> **TASK DESCRIPTION**
Within the entries below, find the lines that hold "Prolongación" and report only how many there are.

╭─ PROVIDED RECORDS

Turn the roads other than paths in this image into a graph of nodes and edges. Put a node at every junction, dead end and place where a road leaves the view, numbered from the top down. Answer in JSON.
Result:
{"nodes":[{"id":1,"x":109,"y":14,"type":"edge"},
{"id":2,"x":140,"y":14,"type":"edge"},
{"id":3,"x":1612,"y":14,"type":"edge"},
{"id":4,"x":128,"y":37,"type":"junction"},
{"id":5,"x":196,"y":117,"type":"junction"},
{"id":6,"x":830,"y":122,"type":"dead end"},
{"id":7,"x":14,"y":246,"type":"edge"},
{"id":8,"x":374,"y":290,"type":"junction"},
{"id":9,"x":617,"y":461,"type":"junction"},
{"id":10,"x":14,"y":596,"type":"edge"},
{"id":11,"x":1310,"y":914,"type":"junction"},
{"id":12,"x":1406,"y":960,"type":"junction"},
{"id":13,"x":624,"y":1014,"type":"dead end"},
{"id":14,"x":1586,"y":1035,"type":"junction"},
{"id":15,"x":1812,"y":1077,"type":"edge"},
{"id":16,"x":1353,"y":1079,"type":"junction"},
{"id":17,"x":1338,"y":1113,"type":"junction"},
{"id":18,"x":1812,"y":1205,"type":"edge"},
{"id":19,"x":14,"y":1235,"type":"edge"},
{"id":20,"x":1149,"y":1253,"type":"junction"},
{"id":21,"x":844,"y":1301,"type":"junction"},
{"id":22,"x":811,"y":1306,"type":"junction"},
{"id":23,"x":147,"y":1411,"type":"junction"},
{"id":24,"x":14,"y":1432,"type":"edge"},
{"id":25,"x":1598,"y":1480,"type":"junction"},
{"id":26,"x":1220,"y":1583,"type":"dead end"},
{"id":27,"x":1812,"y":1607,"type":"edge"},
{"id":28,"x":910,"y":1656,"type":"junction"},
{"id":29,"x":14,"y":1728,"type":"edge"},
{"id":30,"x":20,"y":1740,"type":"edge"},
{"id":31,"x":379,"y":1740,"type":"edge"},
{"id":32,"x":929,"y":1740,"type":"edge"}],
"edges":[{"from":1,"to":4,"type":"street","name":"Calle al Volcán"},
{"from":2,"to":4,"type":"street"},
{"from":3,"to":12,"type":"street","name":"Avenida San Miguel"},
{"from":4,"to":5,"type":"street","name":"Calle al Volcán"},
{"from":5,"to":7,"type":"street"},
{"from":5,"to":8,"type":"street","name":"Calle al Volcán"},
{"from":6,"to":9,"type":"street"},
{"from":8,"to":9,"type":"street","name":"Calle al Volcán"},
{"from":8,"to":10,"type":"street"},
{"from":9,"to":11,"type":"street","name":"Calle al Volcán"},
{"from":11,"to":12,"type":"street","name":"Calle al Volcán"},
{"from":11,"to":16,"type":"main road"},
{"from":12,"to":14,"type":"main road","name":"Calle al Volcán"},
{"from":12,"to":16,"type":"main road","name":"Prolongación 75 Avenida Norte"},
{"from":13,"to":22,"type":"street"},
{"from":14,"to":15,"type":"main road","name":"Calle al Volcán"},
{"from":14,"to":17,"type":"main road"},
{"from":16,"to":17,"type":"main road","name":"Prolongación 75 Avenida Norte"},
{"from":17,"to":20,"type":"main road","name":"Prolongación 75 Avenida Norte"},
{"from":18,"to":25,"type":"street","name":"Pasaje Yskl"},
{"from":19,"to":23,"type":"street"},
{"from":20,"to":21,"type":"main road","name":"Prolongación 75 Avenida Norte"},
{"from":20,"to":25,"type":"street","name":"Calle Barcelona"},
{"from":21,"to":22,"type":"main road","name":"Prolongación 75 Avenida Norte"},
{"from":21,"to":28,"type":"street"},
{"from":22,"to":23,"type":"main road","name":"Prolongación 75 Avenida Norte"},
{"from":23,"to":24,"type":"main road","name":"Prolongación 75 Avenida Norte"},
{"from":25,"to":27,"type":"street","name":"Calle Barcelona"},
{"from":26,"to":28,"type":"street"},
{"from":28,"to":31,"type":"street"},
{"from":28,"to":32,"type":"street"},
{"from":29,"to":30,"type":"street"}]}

╰─

> **RESULT FOR THIS EXERCISE**
7